▶ **Data supplied**

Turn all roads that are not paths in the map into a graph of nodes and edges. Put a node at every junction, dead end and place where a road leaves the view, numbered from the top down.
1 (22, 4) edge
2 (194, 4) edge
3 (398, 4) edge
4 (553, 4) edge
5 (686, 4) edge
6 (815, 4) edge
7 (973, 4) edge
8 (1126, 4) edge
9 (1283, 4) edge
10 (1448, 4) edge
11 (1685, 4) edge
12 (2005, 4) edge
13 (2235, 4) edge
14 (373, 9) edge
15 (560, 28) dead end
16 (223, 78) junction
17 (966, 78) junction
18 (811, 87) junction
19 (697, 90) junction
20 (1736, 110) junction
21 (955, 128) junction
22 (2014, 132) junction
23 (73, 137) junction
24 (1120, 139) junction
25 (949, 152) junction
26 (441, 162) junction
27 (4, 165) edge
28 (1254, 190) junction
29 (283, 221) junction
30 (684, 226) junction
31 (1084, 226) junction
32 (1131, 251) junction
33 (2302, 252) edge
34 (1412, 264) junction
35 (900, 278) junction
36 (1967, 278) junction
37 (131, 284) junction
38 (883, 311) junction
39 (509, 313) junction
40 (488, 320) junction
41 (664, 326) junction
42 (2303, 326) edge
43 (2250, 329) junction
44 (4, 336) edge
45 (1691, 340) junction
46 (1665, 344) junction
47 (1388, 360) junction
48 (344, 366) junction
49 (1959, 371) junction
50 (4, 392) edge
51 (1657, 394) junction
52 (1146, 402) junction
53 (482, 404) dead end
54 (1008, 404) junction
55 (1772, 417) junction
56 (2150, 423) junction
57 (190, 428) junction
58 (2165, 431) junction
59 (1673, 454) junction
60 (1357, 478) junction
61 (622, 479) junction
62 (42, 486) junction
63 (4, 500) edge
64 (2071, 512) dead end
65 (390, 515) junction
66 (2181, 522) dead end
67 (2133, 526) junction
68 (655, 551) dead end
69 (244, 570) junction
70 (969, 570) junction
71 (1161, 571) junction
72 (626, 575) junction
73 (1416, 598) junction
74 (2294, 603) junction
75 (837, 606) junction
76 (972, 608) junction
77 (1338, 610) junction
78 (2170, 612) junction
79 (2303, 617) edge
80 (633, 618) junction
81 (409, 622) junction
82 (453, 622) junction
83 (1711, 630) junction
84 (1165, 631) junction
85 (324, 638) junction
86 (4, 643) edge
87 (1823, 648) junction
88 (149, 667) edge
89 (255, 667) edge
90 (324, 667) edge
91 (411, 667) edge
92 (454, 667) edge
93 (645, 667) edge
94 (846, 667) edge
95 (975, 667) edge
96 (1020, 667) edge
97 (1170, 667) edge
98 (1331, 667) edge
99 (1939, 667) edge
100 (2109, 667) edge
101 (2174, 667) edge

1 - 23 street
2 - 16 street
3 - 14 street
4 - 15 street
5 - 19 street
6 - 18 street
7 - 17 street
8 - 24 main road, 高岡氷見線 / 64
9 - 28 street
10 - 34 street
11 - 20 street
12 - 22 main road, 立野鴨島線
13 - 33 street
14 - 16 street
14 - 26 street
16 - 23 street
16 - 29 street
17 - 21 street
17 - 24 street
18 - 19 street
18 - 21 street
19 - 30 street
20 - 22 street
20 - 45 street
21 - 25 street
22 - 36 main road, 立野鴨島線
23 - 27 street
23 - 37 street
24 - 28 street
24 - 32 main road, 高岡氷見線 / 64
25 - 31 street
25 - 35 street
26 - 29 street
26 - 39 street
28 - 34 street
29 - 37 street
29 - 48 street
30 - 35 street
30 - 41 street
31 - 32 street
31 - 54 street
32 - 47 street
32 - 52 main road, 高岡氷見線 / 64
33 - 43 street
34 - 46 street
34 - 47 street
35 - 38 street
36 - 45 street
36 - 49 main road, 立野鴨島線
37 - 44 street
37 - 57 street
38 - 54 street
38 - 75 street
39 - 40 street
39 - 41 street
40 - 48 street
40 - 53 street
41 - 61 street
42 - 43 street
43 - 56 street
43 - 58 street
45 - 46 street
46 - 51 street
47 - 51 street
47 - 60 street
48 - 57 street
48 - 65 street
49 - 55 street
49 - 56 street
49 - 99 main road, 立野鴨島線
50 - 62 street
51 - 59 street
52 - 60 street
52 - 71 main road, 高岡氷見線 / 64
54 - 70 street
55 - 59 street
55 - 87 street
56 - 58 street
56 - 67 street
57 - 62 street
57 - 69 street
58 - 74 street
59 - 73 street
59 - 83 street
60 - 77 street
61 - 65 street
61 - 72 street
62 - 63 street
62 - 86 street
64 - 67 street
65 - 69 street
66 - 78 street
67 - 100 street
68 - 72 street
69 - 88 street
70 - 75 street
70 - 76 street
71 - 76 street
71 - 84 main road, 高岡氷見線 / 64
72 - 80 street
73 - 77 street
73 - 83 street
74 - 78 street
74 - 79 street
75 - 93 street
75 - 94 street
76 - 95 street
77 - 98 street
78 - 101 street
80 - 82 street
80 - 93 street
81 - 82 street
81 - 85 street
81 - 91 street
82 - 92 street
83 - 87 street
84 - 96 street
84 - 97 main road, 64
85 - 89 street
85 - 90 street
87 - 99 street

▶ **What the task asks**
Return each entry from the material above exactly as it appears.

▶ **Exercise response**
Turn all roads that are not paths in the map into a graph of nodes and edges. Put a node at every junction, dead end and place where a road leaves the view, numbered from the top down.
1 (22, 4) edge
2 (194, 4) edge
3 (398, 4) edge
4 (553, 4) edge
5 (686, 4) edge
6 (815, 4) edge
7 (973, 4) edge
8 (1126, 4) edge
9 (1283, 4) edge
10 (1448, 4) edge
11 (1685, 4) edge
12 (2005, 4) edge
13 (2235, 4) edge
14 (373, 9) edge
15 (560, 28) dead end
16 (223, 78) junction
17 (966, 78) junction
18 (811, 87) junction
19 (697, 90) junction
20 (1736, 110) junction
21 (955, 128) junction
22 (2014, 132) junction
23 (73, 137) junction
24 (1120, 139) junction
25 (949, 152) junction
26 (441, 162) junction
27 (4, 165) edge
28 (1254, 190) junction
29 (283, 221) junction
30 (684, 226) junction
31 (1084, 226) junction
32 (1131, 251) junction
33 (2302, 252) edge
34 (1412, 264) junction
35 (900, 278) junction
36 (1967, 278) junction
37 (131, 284) junction
38 (883, 311) junction
39 (509, 313) junction
40 (488, 320) junction
41 (664, 326) junction
42 (2303, 326) edge
43 (2250, 329) junction
44 (4, 336) edge
45 (1691, 340) junction
46 (1665, 344) junction
47 (1388, 360) junction
48 (344, 366) junction
49 (1959, 371) junction
50 (4, 392) edge
51 (1657, 394) junction
52 (1146, 402) junction
53 (482, 404) dead end
54 (1008, 404) junction
55 (1772, 417) junction
56 (2150, 423) junction
57 (190, 428) junction
58 (2165, 431) junction
59 (1673, 454) junction
60 (1357, 478) junction
61 (622, 479) junction
62 (42, 486) junction
63 (4, 500) edge
64 (2071, 512) dead end
65 (390, 515) junction
66 (2181, 522) dead end
67 (2133, 526) junction
68 (655, 551) dead end
69 (244, 570) junction
70 (969, 570) junction
71 (1161, 571) junction
72 (626, 575) junction
73 (1416, 598) junction
74 (2294, 603) junction
75 (837, 606) junction
76 (972, 608) junction
77 (1338, 610) junction
78 (2170, 612) junction
79 (2303, 617) edge
80 (633, 618) junction
81 (409, 622) junction
82 (453, 622) junction
83 (1711, 630) junction
84 (1165, 631) junction
85 (324, 638) junction
86 (4, 643) edge
87 (1823, 648) junction
88 (149, 667) edge
89 (255, 667) edge
90 (324, 667) edge
91 (411, 667) edge
92 (454, 667) edge
93 (645, 667) edge
94 (846, 667) edge
95 (975, 667) edge
96 (1020, 667) edge
97 (1170, 667) edge
98 (1331, 667) edge
99 (1939, 667) edge
100 (2109, 667) edge
101 (2174, 667) edge

1 - 23 street
2 - 16 street
3 - 14 street
4 - 15 street
5 - 19 street
6 - 18 street
7 - 17 street
8 - 24 main road, 高岡氷見線 / 64
9 - 28 street
10 - 34 street
11 - 20 street
12 - 22 main road, 立野鴨島線
13 - 33 street
14 - 16 street
14 - 26 street
16 - 23 street
16 - 29 street
17 - 21 street
17 - 24 street
18 - 19 street
18 - 21 street
19 - 30 street
20 - 22 street
20 - 45 street
21 - 25 street
22 - 36 main road, 立野鴨島線
23 - 27 street
23 - 37 street
24 - 28 street
24 - 32 main road, 高岡氷見線 / 64
25 - 31 street
25 - 35 street
26 - 29 street
26 - 39 street
28 - 34 street
29 - 37 street
29 - 48 street
30 - 35 street
30 - 41 street
31 - 32 street
31 - 54 street
32 - 47 street
32 - 52 main road, 高岡氷見線 / 64
33 - 43 street
34 - 46 street
34 - 47 street
35 - 38 street
36 - 45 street
36 - 49 main road, 立野鴨島線
37 - 44 street
37 - 57 street
38 - 54 street
38 - 75 street
39 - 40 street
39 - 41 street
40 - 48 street
40 - 53 street
41 - 61 street
42 - 43 street
43 - 56 street
43 - 58 street
45 - 46 street
46 - 51 street
47 - 51 street
47 - 60 street
48 - 57 street
48 - 65 street
49 - 55 street
49 - 56 street
49 - 99 main road, 立野鴨島線
50 - 62 street
51 - 59 street
52 - 60 street
52 - 71 main road, 高岡氷見線 / 64
54 - 70 street
55 - 59 street
55 - 87 street
56 - 58 street
56 - 67 street
57 - 62 street
57 - 69 street
58 - 74 street
59 - 73 street
59 - 83 street
60 - 77 street
61 - 65 street
61 - 72 street
62 - 63 street
62 - 86 street
64 - 67 street
65 - 69 street
66 - 78 street
67 - 100 street
68 - 72 street
69 - 88 street
70 - 75 street
70 - 76 street
71 - 76 street
71 - 84 main road, 高岡氷見線 / 64
72 - 80 street
73 - 77 street
73 - 83 street
74 - 78 street
74 - 79 street
75 - 93 street
75 - 94 street
76 - 95 street
77 - 98 street
78 - 101 street
80 - 82 street
80 - 93 street
81 - 82 street
81 - 85 street
81 - 91 street
82 - 92 street
83 - 87 street
84 - 96 street
84 - 97 main road, 64
85 - 89 street
85 - 90 street
87 - 99 street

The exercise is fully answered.